That's because if an accelerometer is your only input, then
doubly-integrating it's output _is_ the optimal solution.

> I'm using the same variables as those given in the explanation on
> Wikipedia's site http://en.wikipedia.org/wiki/Kalman_Filter
>
> First, I define a time vector of t = [0:.01:10] to be the time points in
> which I sample my acceleration. I then define an acceleration vector with
> something like acc = sin(t). I then make a noisy acceleration (which
> simulates accelerometer readings) by doing noisyAcc = acc + randn(1,1001).
> I want this to be the measurement data that I will be inputting into the
> Kalman Filter.

Fair enough.

> So, I wanted to make sure I understood what my state matrices should be. My
> state variable, denoted x, is a 3 by 1 vector of position, velocity, and
> acceleration. I will be sampling every dt=.01 seconds (this is just because
> I define my time vector in matlab to be 0:.01:10). So, the state should
> evolve kinematically by the matrix F = [1 dt dt^2/d ; 0 1 dt; 0 0 1]. So,
> x_k = F* x_(k-1). I'm assuming no process noise for now. However, this
> doesn't seem to take into account the fact that the object is accelerating
> by its own drive. So, I figured there should be some input to change the
> acceleration. So, I added a B matrix given by B = [dt^2/2; dt; 1] which
> should account for the change in acceleration from the k-1 to the k stage.
>
> So, my evolution would then be
>
> x_k = F*x_(k-1) + B*(acc(k) - acc(k-1))
>
> Where acc(k) is the k-th measured acceleration data point. But, these
> acceleration vectors are noisy, so I'm not sure this is the right thing to
> put here. I've also tried this without the B* term and my Kalman program
> similarly performs poorly.

Unless the accelerometer has significant dynamics (which it won't for
your case, I think), you don't want to model the accelerometer state.
Just take the accelerometer output as an input to a system.

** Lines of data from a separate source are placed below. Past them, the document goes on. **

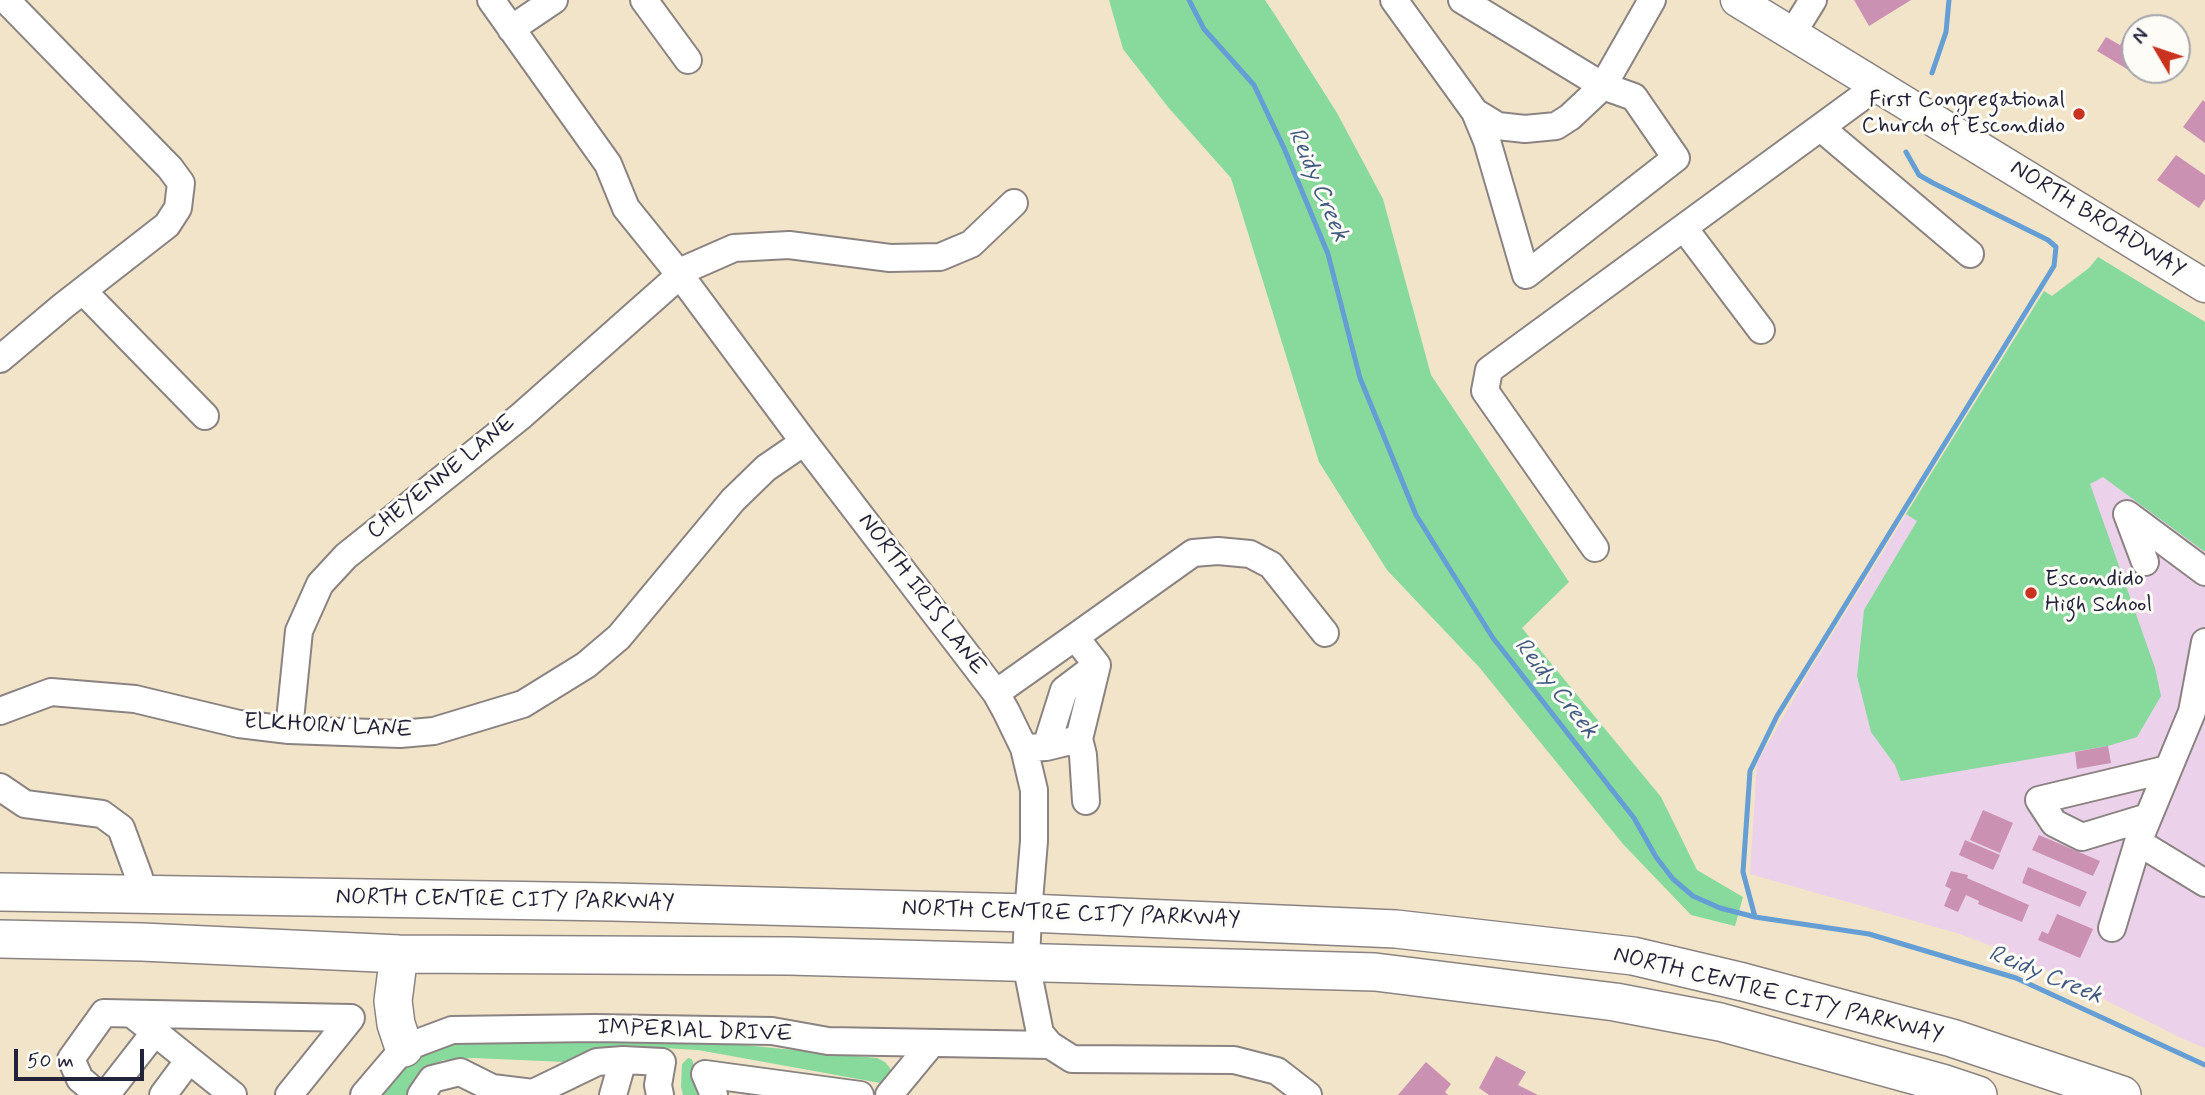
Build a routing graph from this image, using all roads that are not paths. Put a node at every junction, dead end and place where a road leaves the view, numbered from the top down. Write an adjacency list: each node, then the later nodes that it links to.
1 (6, 0): 21 (street)
2 (554, 0): 9 (street)
3 (645, 0): 11 (street)
4 (1394, 0): 14 (street)
5 (1462, 0): 12 (street)
6 (1652, 0): 12 (street)
7 (1737, 0): 10 (main road, NORTH BROADWAY)
8 (1813, 0): 10 (street)
9 (502, 9): 19 (street, NORTH IRIS LANE)
10 (1792, 34): 13 (main road, NORTH BROADWAY)
11 (688, 60)
12 (1603, 86): 14 (street); 14 (street)
13 (1877, 86): 15 (street); 20 (main road, NORTH BROADWAY)
14 (1475, 112)
15 (1821, 128): 17 (street); 18 (street)
16 (1014, 203): 19 (street, CHEYENNE LANE)
17 (1684, 228): 22 (street); 26 (street)
18 (1970, 254)
19 (678, 274): 25 (street, NORTH IRIS LANE); 35 (street, CHEYENNE LANE)
20 (2205, 286)
21 (83, 291): 23 (street); 24 (street)
22 (1761, 330)
23 (0, 359)
24 (205, 416)
25 (804, 442): 33 (street, NORTH IRIS LANE); 35 (street, ELKHORN LANE)
26 (1595, 548)
27 (2145, 562): 28 (street)
28 (2205, 572)
29 (1325, 633): 30 (street)
30 (1074, 637): 32 (street); 33 (street)
31 (2205, 642): 38 (street)
32 (1097, 665): 36 (street); 37 (street)
33 (996, 693): 37 (street, NORTH IRIS LANE)
34 (0, 711): 35 (street, ELKHORN LANE)
35 (289, 730)
36 (1079, 739): 37 (street); 40 (street)
37 (1035, 747): 47 (street, NORTH IRIS LANE)
38 (2168, 769): 42 (street); 42 (street)
39 (0, 787): 41 (street)
40 (1086, 801)
41 (13, 807): 46 (street)
42 (2148, 817): 43 (street)
43 (2138, 842): 44 (street); 48 (street)
44 (2205, 883)
45 (0, 892): 46 (highway, NORTH CENTRE CITY PARKWAY)
46 (137, 895): 47 (highway, NORTH CENTRE CITY PARKWAY)
47 (1028, 913): 51 (street, NORTH IRIS LANE); 74 (highway, NORTH CENTRE CITY PARKWAY)
48 (2112, 928)
49 (0, 939): 50 (highway, NORTH CENTRE CITY PARKWAY)
50 (399, 954): 51 (highway, NORTH CENTRE CITY PARKWAY); 56 (highway)
51 (1026, 963): 55 (street, NORTH IRIS LANE); 73 (highway, NORTH CENTRE CITY PARKWAY)
52 (132, 1014): 53 (street); 61 (street); 65 (street)
53 (155, 1032): 57 (street); 62 (street)
54 (932, 1043): 55 (street, IMPERIAL DRIVE); 56 (street, IMPERIAL DRIVE); 72 (street)
55 (1050, 1045): 59 (street)
56 (404, 1048): 66 (street, IMPERIAL DRIVE)
57 (189, 1060): 63 (street); 64 (street)
58 (623, 1060): 60 (street); 68 (street); 69 (street)
59 (1292, 1090)
60 (533, 1094): 67 (street)
61 (99, 1095)
62 (106, 1095)
63 (163, 1095)
64 (233, 1095)
65 (289, 1095)
66 (364, 1095)
67 (421, 1095)
68 (613, 1095)
69 (660, 1095)
70 (714, 1095): 71 (street)
71 (860, 1095)
72 (890, 1095)
73 (1978, 1095)
74 (2122, 1095)

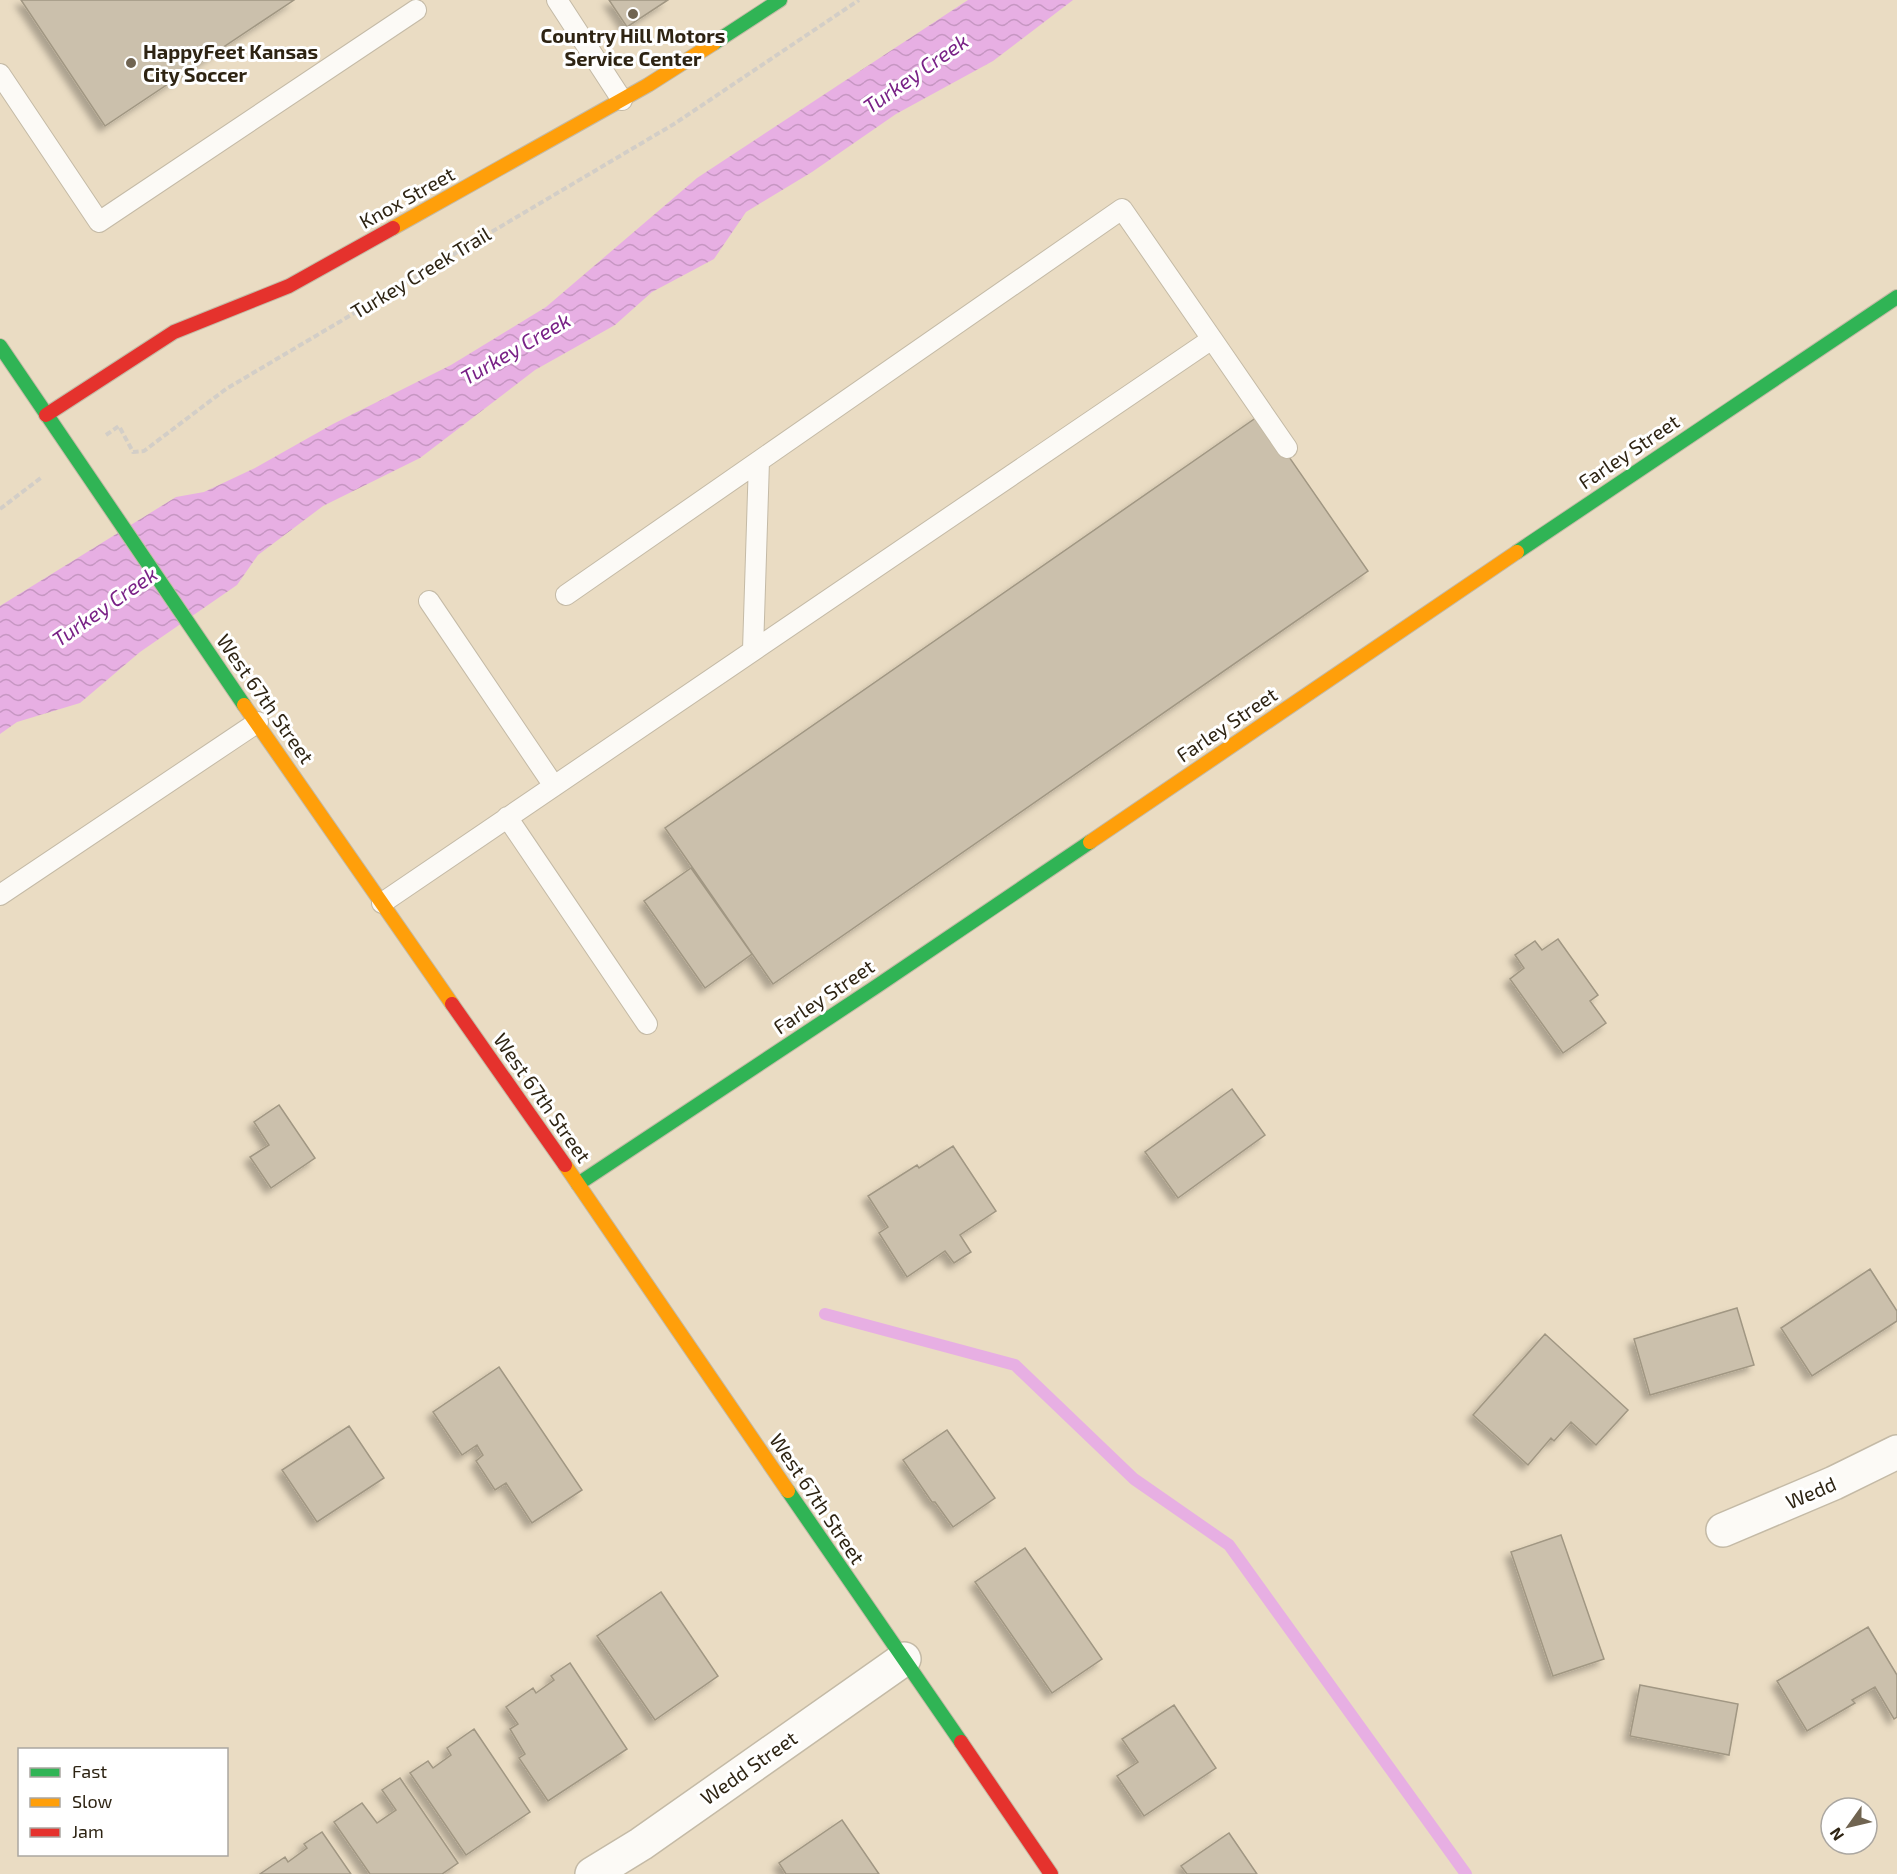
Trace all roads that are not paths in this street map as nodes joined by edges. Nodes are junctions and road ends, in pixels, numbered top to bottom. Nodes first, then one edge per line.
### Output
1 (557, 0) edge
2 (780, 0) edge
3 (416, 10) dead end
4 (0, 74) edge
5 (622, 100) junction
6 (1897, 297) edge
7 (1212, 339) junction
8 (0, 346) edge
9 (46, 415) junction
10 (1287, 448) dead end
11 (759, 461) junction
12 (566, 595) dead end
13 (429, 601) dead end
14 (753, 650) junction
15 (258, 722) junction
16 (554, 786) junction
17 (507, 818) junction
18 (0, 895) edge
19 (382, 903) junction
20 (647, 1024) dead end
21 (578, 1184) junction
22 (1897, 1452) edge
23 (1723, 1530) dead end
24 (904, 1659) junction
25 (592, 1874) edge
26 (1051, 1874) edge

1 - 5 lane
2 - 5 street, Knox Street
3 - 4 lane
5 - 9 street, Knox Street
6 - 21 street, Farley Street
7 - 10 lane
7 - 11 lane
7 - 14 lane
8 - 9 street, West 67th Street
9 - 15 street, West 67th Street
11 - 12 lane
11 - 14 lane
13 - 16 lane
14 - 16 lane
15 - 18 lane
15 - 19 street, West 67th Street
16 - 17 lane
17 - 19 lane
17 - 20 lane
19 - 21 street, West 67th Street
21 - 24 street, West 67th Street
22 - 23 street, Wedd
24 - 25 street, Wedd Street
24 - 26 street, West 67th Street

> Next, my measurement matrix would be H = [0; 0; 1], as I'm measuring only
> acceleration. From here, I define everything exactly as wikipedia suggests
> with its equations to predict, calculate innovation, and update. For
> covariance updates, I use P = F*P*F' and I have an R = sigma^2 where
> sigma^2 is the standard deviation of the noise signal I input (this is
> calculated before the program is run). However, my Kalman estimated
> positions do not seem to do very well, and are often worse than if I just
> used a simple numerical integration. Any suggestions or hints on what I
> might have done wrong? I'm guessing I've made some mistake with my state
> evolution.

With your two state system you will find that H = [0; 0], and it will
become clear why the exercise of constructing a Kalman filter isn't
sensible. Even with your system, if you go through the update matrices,
I think you'll find that updating the acceleration state doesn't do
anything significant to the velocity and positions states.

Kalman filters make sense when you have redundant information (like
acceleration plus a noisy position reading, or acceleration plus an
occasional position reading), or when you are doing something like
measuring position and attempting to estimate acceleration from it.
Usually it is not immediately clear how to use the information you have
to get an optimal -- or even sensible -- answer. This is what the
Kalman filter provides. What it _doesn't_ do is cough up a magic filter
that will extract data where there is no good data is to be found.

I very much suspect that your _construction_ of a Kalman filter is fine,
but your _choice_ of a Kalman filter is misinformed, because you don't
have the redundant information you need in this case.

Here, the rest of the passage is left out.